New Probe Reveals NSA Targeted Entire Staffs of EU Governments

German investigation reveals long arm of American spy operations across Europe

Deirdre Fulton, staff writer

A German government-sanctioned special investigation has exposed a "clear breach" of intelligence-sharing agreements—including illegal surveillance of European authorities—between the U.S. National Security Agency (NSA) and its German counterpart, known as the BND.

The news magazine Der Spiegel reported (German) the development on Friday, after having seen a copy of the 300-page report from former federal judge Kurt Graulich, who was appointed by Chancellor Angela Merkel in July to investigate the NSA's activities within Germany. Graulich is due to formally submit the report next week to the German Parliament.

In examining a list of so-called "selectors" or "catchwords" given to the BND by the NSA, Graulich uncovered a "surprisingly large number" of European targets said to have been disallowed by Germany's BND on the grounds that they violated European or German interests. The list of 39,000 keywords—many of them email addresses and phone numbers—included government institutions in two-thirds of all EU member states and commercial enterprises, according to a translation of Der Spiegel's reporting.

According to Sputnik International:

Nearly 70 percent of the screened selectors concerned the authorities of EU countries, says the report.

"Whole staffs of European governments were the target of American spying. Nearly 16 percent of the selectors were related to telecommunications subscribers in Germany, which are protected by the Basic Law against spying through their own intelligence services," [Der Spiegel] reported.

Der Spiegel writes that Graulich "did not specify" whether the catchwords were related to "economic espionage or reconnaissance for military purposes."

However, "the cooperation between NSA and BND was neither transparent nor...controlled for the German side," he clearly indicated.
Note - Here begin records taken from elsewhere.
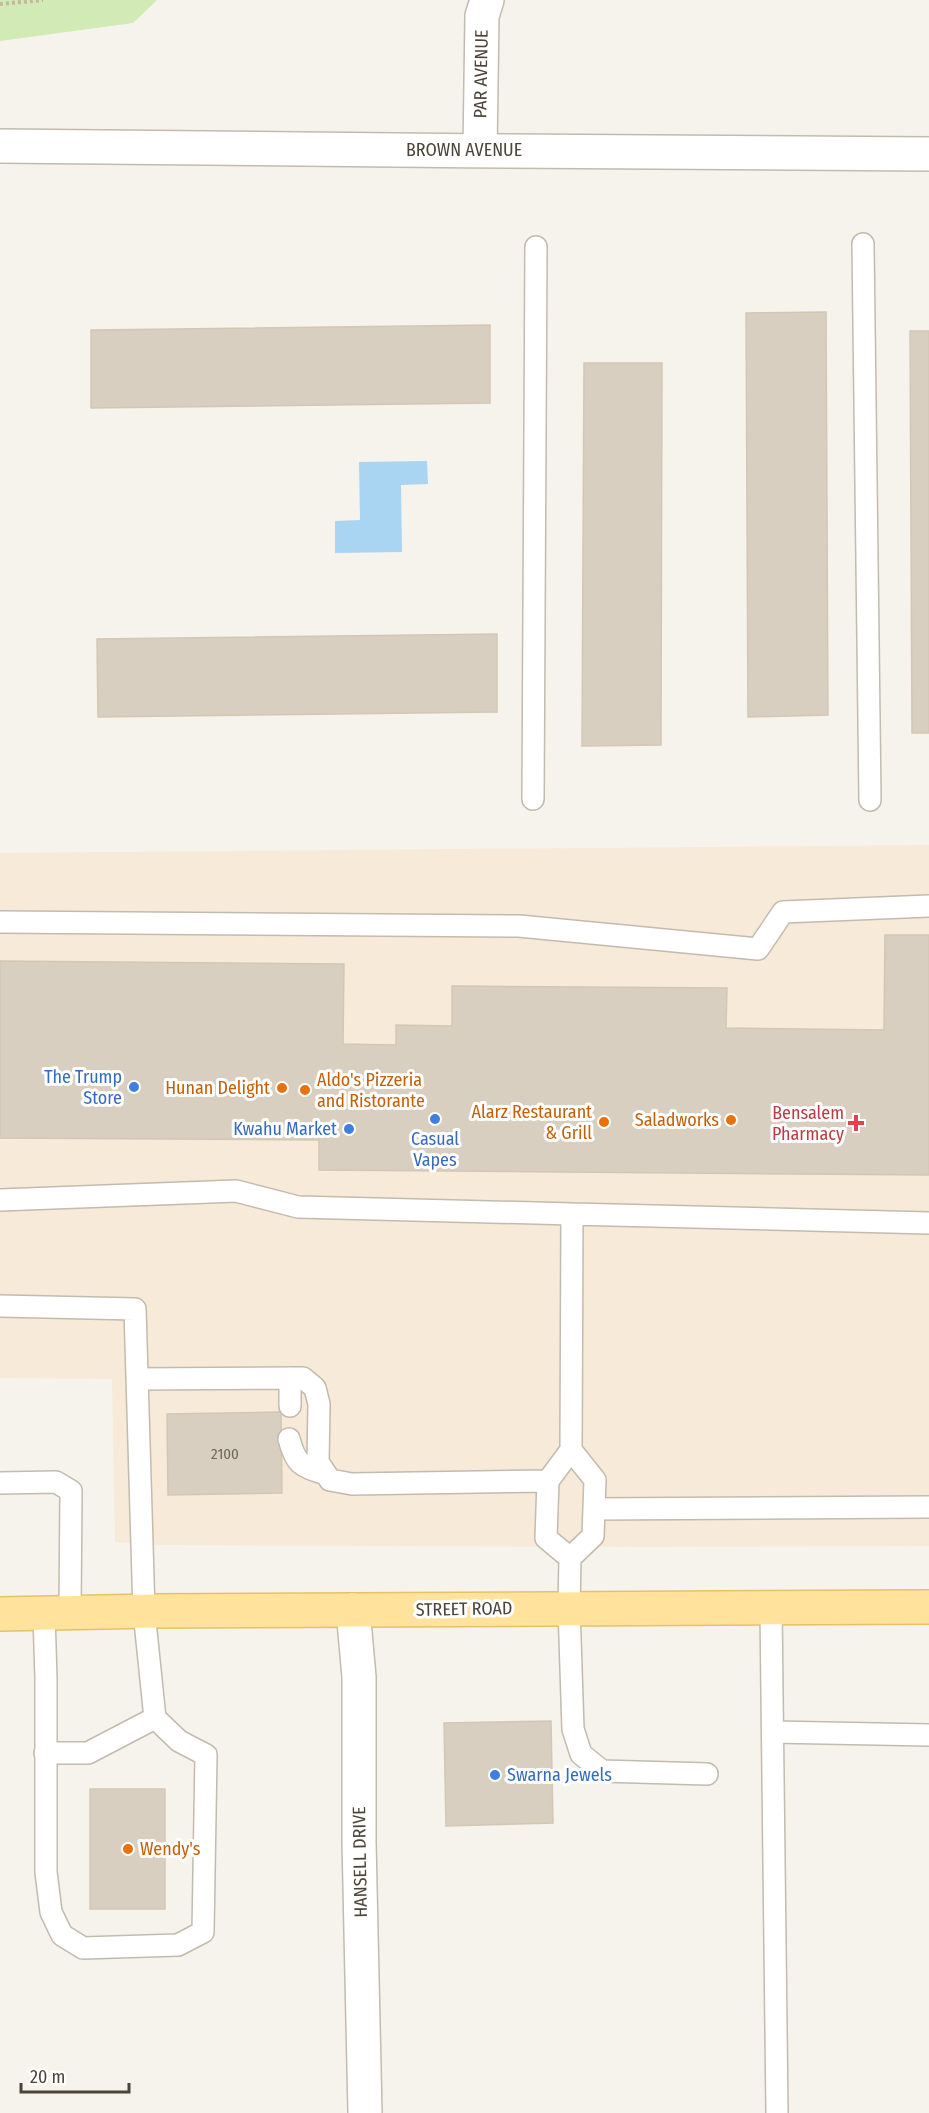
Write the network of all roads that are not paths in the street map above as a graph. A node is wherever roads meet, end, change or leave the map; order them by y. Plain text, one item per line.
1 (487, 0) edge
2 (0, 146) edge
3 (480, 150) junction
4 (929, 154) edge
5 (863, 244) dead end
6 (536, 247) dead end
7 (533, 799) dead end
8 (870, 800) dead end
9 (929, 906) edge
10 (0, 922) edge
11 (0, 1200) edge
12 (572, 1214) junction
13 (929, 1223) edge
14 (0, 1306) edge
15 (290, 1378) junction
16 (137, 1379) junction
17 (290, 1406) dead end
18 (289, 1439) dead end
19 (571, 1450) junction
20 (326, 1474) junction
21 (548, 1481) junction
22 (0, 1483) edge
23 (929, 1507) edge
24 (594, 1509) junction
25 (570, 1558) junction
26 (929, 1607) edge
27 (569, 1608) junction
28 (771, 1609) junction
29 (353, 1611) junction
30 (144, 1612) junction
31 (57, 1613) junction
32 (0, 1614) edge
33 (155, 1718) junction
34 (772, 1732) junction
35 (929, 1735) edge
36 (45, 1753) junction
37 (708, 1774) dead end
38 (365, 2113) edge
39 (777, 2113) edge

1 - 3 street, PAR AVENUE
2 - 3 street, BROWN AVENUE
3 - 4 street, BROWN AVENUE
5 - 8 lane
6 - 7 lane
9 - 10 lane
11 - 12 lane
12 - 13 lane
12 - 19 lane
14 - 16 lane
15 - 16 lane
15 - 17 lane
15 - 20 lane
16 - 30 lane
18 - 20 lane
19 - 21 lane
19 - 24 lane
20 - 21 lane
21 - 25 lane
22 - 31 lane
23 - 24 lane
24 - 25 lane
25 - 27 lane
26 - 28 main road, STREET ROAD
27 - 28 main road, STREET ROAD
27 - 29 main road, STREET ROAD
27 - 37 lane
28 - 34 lane
29 - 30 main road, STREET ROAD
29 - 38 street, HANSELL DRIVE
30 - 31 main road, STREET ROAD
30 - 33 lane
31 - 32 main road, STREET ROAD
31 - 36 lane
33 - 36 lane
33 - 36 lane
34 - 35 lane
34 - 39 lane

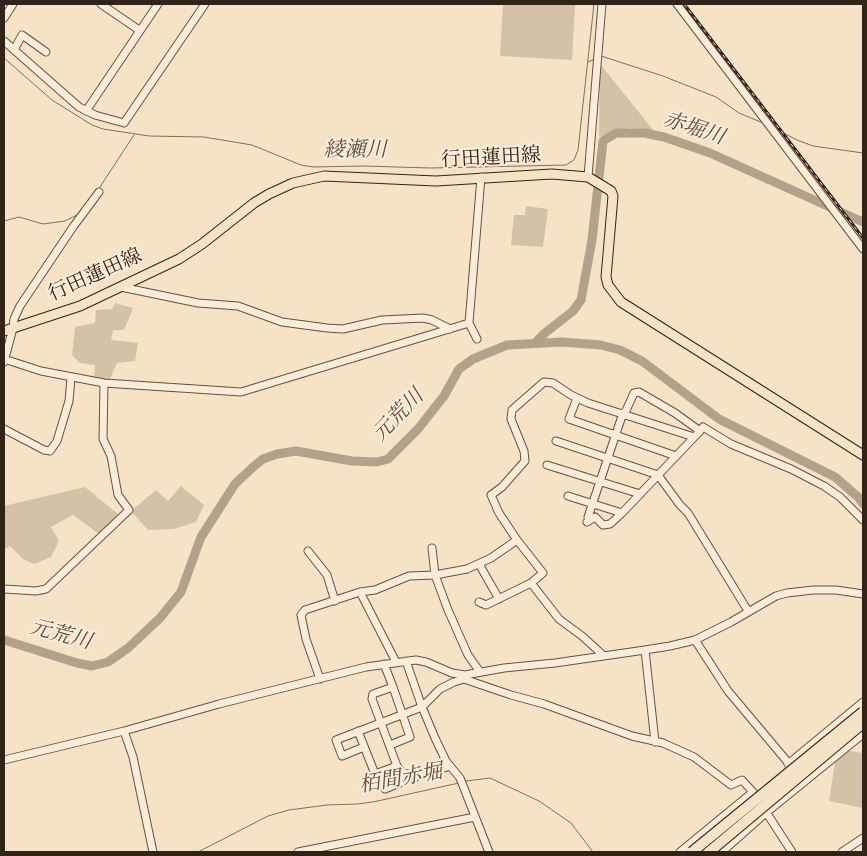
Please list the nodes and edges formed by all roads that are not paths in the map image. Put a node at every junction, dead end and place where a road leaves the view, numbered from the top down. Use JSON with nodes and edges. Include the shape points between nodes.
{"nodes":[{"id":1,"x":13,"y":4,"type":"edge"},
{"id":2,"x":101,"y":4,"type":"edge"},
{"id":3,"x":158,"y":4,"type":"edge"},
{"id":4,"x":205,"y":4,"type":"edge"},
{"id":5,"x":602,"y":4,"type":"edge"},
{"id":6,"x":676,"y":4,"type":"edge"},
{"id":7,"x":4,"y":18,"type":"edge"},
{"id":8,"x":140,"y":30,"type":"junction"},
{"id":9,"x":4,"y":41,"type":"edge"},
{"id":10,"x":14,"y":50,"type":"junction"},
{"id":11,"x":46,"y":52,"type":"dead end"},
{"id":12,"x":86,"y":111,"type":"junction"},
{"id":13,"x":481,"y":178,"type":"junction"},
{"id":14,"x":589,"y":178,"type":"junction"},
{"id":15,"x":99,"y":192,"type":"dead end"},
{"id":16,"x":863,"y":248,"type":"edge"},
{"id":17,"x":121,"y":287,"type":"junction"},
{"id":18,"x":469,"y":323,"type":"junction"},
{"id":19,"x":13,"y":328,"type":"junction"},
{"id":20,"x":450,"y":329,"type":"junction"},
{"id":21,"x":4,"y":331,"type":"edge"},
{"id":22,"x":477,"y":340,"type":"dead end"},
{"id":23,"x":4,"y":361,"type":"edge"},
{"id":24,"x":71,"y":378,"type":"junction"},
{"id":25,"x":104,"y":383,"type":"junction"},
{"id":26,"x":577,"y":398,"type":"junction"},
{"id":27,"x":624,"y":414,"type":"junction"},
{"id":28,"x":4,"y":430,"type":"edge"},
{"id":29,"x":700,"y":431,"type":"junction"},
{"id":30,"x":616,"y":435,"type":"junction"},
{"id":31,"x":694,"y":437,"type":"junction"},
{"id":32,"x":556,"y":441,"type":"dead end"},
{"id":33,"x":863,"y":455,"type":"edge"},
{"id":34,"x":676,"y":456,"type":"junction"},
{"id":35,"x":608,"y":458,"type":"junction"},
{"id":36,"x":547,"y":465,"type":"dead end"},
{"id":37,"x":658,"y":475,"type":"junction"},
{"id":38,"x":600,"y":482,"type":"junction"},
{"id":39,"x":640,"y":494,"type":"junction"},
{"id":40,"x":568,"y":496,"type":"dead end"},
{"id":41,"x":593,"y":504,"type":"junction"},
{"id":42,"x":622,"y":513,"type":"junction"},
{"id":43,"x":863,"y":520,"type":"edge"},
{"id":44,"x":518,"y":540,"type":"junction"},
{"id":45,"x":432,"y":548,"type":"dead end"},
{"id":46,"x":308,"y":551,"type":"dead end"},
{"id":47,"x":479,"y":564,"type":"junction"},
{"id":48,"x":435,"y":575,"type":"junction"},
{"id":49,"x":531,"y":583,"type":"junction"},
{"id":50,"x":4,"y":588,"type":"edge"},
{"id":51,"x":360,"y":592,"type":"junction"},
{"id":52,"x":863,"y":594,"type":"edge"},
{"id":53,"x":499,"y":599,"type":"junction"},
{"id":54,"x":335,"y":600,"type":"junction"},
{"id":55,"x":479,"y":602,"type":"dead end"},
{"id":56,"x":748,"y":612,"type":"junction"},
{"id":57,"x":694,"y":640,"type":"junction"},
{"id":58,"x":645,"y":650,"type":"junction"},
{"id":59,"x":604,"y":655,"type":"junction"},
{"id":60,"x":406,"y":661,"type":"junction"},
{"id":61,"x":396,"y":662,"type":"junction"},
{"id":62,"x":384,"y":664,"type":"junction"},
{"id":63,"x":480,"y":672,"type":"junction"},
{"id":64,"x":464,"y":677,"type":"junction"},
{"id":65,"x":320,"y":679,"type":"junction"},
{"id":66,"x":393,"y":687,"type":"junction"},
{"id":67,"x":863,"y":702,"type":"edge"},
{"id":68,"x":422,"y":707,"type":"junction"},
{"id":69,"x":863,"y":712,"type":"edge"},
{"id":70,"x":402,"y":714,"type":"junction"},
{"id":71,"x":381,"y":723,"type":"junction"},
{"id":72,"x":863,"y":723,"type":"edge"},
{"id":73,"x":124,"y":731,"type":"junction"},
{"id":74,"x":358,"y":731,"type":"junction"},
{"id":75,"x":863,"y":734,"type":"edge"},
{"id":76,"x":655,"y":742,"type":"junction"},
{"id":77,"x":390,"y":745,"type":"junction"},
{"id":78,"x":364,"y":747,"type":"junction"},
{"id":79,"x":4,"y":760,"type":"edge"},
{"id":80,"x":788,"y":764,"type":"junction"},
{"id":81,"x":397,"y":766,"type":"junction"},
{"id":82,"x":450,"y":766,"type":"junction"},
{"id":83,"x":406,"y":780,"type":"junction"},
{"id":84,"x":804,"y":782,"type":"junction"},
{"id":85,"x":385,"y":789,"type":"dead end"},
{"id":86,"x":753,"y":792,"type":"junction"},
{"id":87,"x":767,"y":812,"type":"junction"},
{"id":88,"x":475,"y":817,"type":"junction"},
{"id":89,"x":863,"y":838,"type":"edge"},
{"id":90,"x":153,"y":852,"type":"edge"},
{"id":91,"x":298,"y":852,"type":"edge"},
{"id":92,"x":489,"y":852,"type":"edge"},
{"id":93,"x":680,"y":852,"type":"edge"},
{"id":94,"x":692,"y":852,"type":"edge"},
{"id":95,"x":709,"y":852,"type":"edge"},
{"id":96,"x":722,"y":852,"type":"edge"},
{"id":97,"x":792,"y":852,"type":"edge"},
{"id":98,"x":842,"y":852,"type":"edge"}],
"edges":[{"from":1,"to":7,"type":"street"},
{"from":2,"to":8,"type":"street"},
{"from":3,"to":8,"type":"street"},
{"from":4,"to":12,"type":"street","via":[[124,123]]},
{"from":5,"to":14,"type":"street"},
{"from":6,"to":16,"type":"street"},
{"from":8,"to":12,"type":"street"},
{"from":9,"to":10,"type":"street"},
{"from":10,"to":11,"type":"street","via":[[22,35]]},
{"from":10,"to":12,"type":"street"},
{"from":13,"to":14,"type":"main road","name":"行田蓮田線","via":[[552,174]]},
{"from":13,"to":17,"type":"main road","name":"行田蓮田線","via":[[436,181],[324,176],[294,183],[254,203],[179,259]]},
{"from":13,"to":18,"type":"street"},
{"from":14,"to":33,"type":"main road","name":"行田蓮田線","via":[[611,191],[614,200],[606,277],[616,297]]},
{"from":15,"to":19,"type":"street","via":[[27,292]]},
{"from":17,"to":19,"type":"main road","name":"行田蓮田線","via":[[80,306]]},
{"from":17,"to":20,"type":"street","via":[[238,306],[282,322],[326,328],[343,329],[382,320],[423,318]]},
{"from":18,"to":20,"type":"street"},
{"from":18,"to":22,"type":"street"},
{"from":19,"to":21,"type":"main road","name":"行田蓮田線"},
{"from":19,"to":23,"type":"street"},
{"from":20,"to":25,"type":"street","via":[[241,392]]},
{"from":23,"to":24,"type":"street"},
{"from":24,"to":25,"type":"street"},
{"from":24,"to":28,"type":"street","via":[[69,401],[57,441],[50,451]]},
{"from":25,"to":50,"type":"street","via":[[103,439],[111,456],[118,495],[129,510],[46,589]]},
{"from":26,"to":27,"type":"street"},
{"from":26,"to":30,"type":"street","via":[[569,419]]},
{"from":26,"to":44,"type":"street","via":[[553,383],[544,382],[512,410],[511,419],[525,461],[491,497]]},
{"from":27,"to":29,"type":"street","via":[[634,393],[639,392]]},
{"from":27,"to":30,"type":"street"},
{"from":27,"to":31,"type":"street"},
{"from":29,"to":31,"type":"street"},
{"from":29,"to":43,"type":"street","via":[[703,427],[731,444],[824,486]]},
{"from":30,"to":34,"type":"street"},
{"from":30,"to":35,"type":"street"},
{"from":31,"to":34,"type":"street"},
{"from":32,"to":35,"type":"street"},
{"from":34,"to":37,"type":"street"},
{"from":35,"to":37,"type":"street"},
{"from":35,"to":38,"type":"street"},
{"from":36,"to":38,"type":"street"},
{"from":37,"to":39,"type":"street"},
{"from":37,"to":56,"type":"street","via":[[688,513]]},
{"from":38,"to":39,"type":"street"},
{"from":38,"to":41,"type":"street"},
{"from":39,"to":42,"type":"street"},
{"from":40,"to":41,"type":"street"},
{"from":41,"to":42,"type":"street"},
{"from":41,"to":42,"type":"street","via":[[587,519],[595,517],[603,525],[610,524]]},
{"from":44,"to":47,"type":"street"},
{"from":44,"to":49,"type":"street","via":[[543,573]]},
{"from":45,"to":48,"type":"street"},
{"from":46,"to":54,"type":"street","via":[[326,575]]},
{"from":47,"to":48,"type":"street"},
{"from":47,"to":53,"type":"street"},
{"from":48,"to":51,"type":"street","via":[[409,576],[375,590]]},
{"from":48,"to":63,"type":"street","via":[[468,655]]},
{"from":49,"to":53,"type":"street"},
{"from":49,"to":59,"type":"street","via":[[559,619]]},
{"from":51,"to":54,"type":"street"},
{"from":51,"to":61,"type":"street"},
{"from":52,"to":56,"type":"street","via":[[836,590],[796,592],[776,596]]},
{"from":53,"to":55,"type":"street","via":[[486,606]]},
{"from":54,"to":65,"type":"street","via":[[304,610],[301,615]]},
{"from":56,"to":57,"type":"street"},
{"from":57,"to":58,"type":"street"},
{"from":57,"to":80,"type":"street","via":[[728,691]]},
{"from":58,"to":59,"type":"street"},
{"from":58,"to":76,"type":"street"},
{"from":59,"to":63,"type":"street"},
{"from":60,"to":61,"type":"street"},
{"from":60,"to":64,"type":"street","via":[[420,660]]},
{"from":60,"to":68,"type":"street"},
{"from":61,"to":62,"type":"street"},
{"from":62,"to":65,"type":"street"},
{"from":62,"to":66,"type":"street"},
{"from":63,"to":64,"type":"street"},
{"from":64,"to":68,"type":"street","via":[[440,689]]},
{"from":64,"to":76,"type":"street"},
{"from":65,"to":73,"type":"street"},
{"from":66,"to":70,"type":"street"},
{"from":66,"to":71,"type":"street","via":[[372,696]]},
{"from":67,"to":80,"type":"street"},
{"from":68,"to":70,"type":"street"},
{"from":68,"to":82,"type":"street"},
{"from":69,"to":94,"type":"highway","bridge":true},
{"from":70,"to":71,"type":"street"},
{"from":70,"to":77,"type":"street","via":[[410,737]]},
{"from":71,"to":74,"type":"street"},
{"from":71,"to":77,"type":"street"},
{"from":72,"to":95,"type":"highway","bridge":true},
{"from":73,"to":79,"type":"street"},
{"from":73,"to":90,"type":"street","via":[[133,757]]},
{"from":74,"to":78,"type":"street"},
{"from":74,"to":78,"type":"street","via":[[336,740],[342,756]]},
{"from":75,"to":84,"type":"street"},
{"from":76,"to":86,"type":"street","via":[[694,757],[731,785],[742,780]]},
{"from":77,"to":81,"type":"street"},
{"from":78,"to":81,"type":"street","via":[[375,774]]},
{"from":80,"to":84,"type":"street"},
{"from":81,"to":83,"type":"street"},
{"from":82,"to":83,"type":"street"},
{"from":82,"to":88,"type":"street","via":[[464,786]]},
{"from":83,"to":85,"type":"street"},
{"from":84,"to":87,"type":"street"},
{"from":86,"to":87,"type":"street"},
{"from":86,"to":93,"type":"street"},
{"from":87,"to":96,"type":"street"},
{"from":87,"to":97,"type":"street"},
{"from":88,"to":91,"type":"street"},
{"from":88,"to":92,"type":"street"},
{"from":89,"to":98,"type":"street"}]}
The news comes one day after the European Parliament passed a resolution urging its nations to afford NSA whistleblower Edward Snowden protection. Snowden's 2013 leaks helped uncover the extent of the NSA's cooperation with European nations, including Germany.

The NSA reportedly did not respond to Graulich's requests for explanation.

Earlier this month, a group of activists flew a drone over a key NSA complex in Germany, dropping leaflets encouraging the intelligence workers inside to quit in protest over invasive surveillance.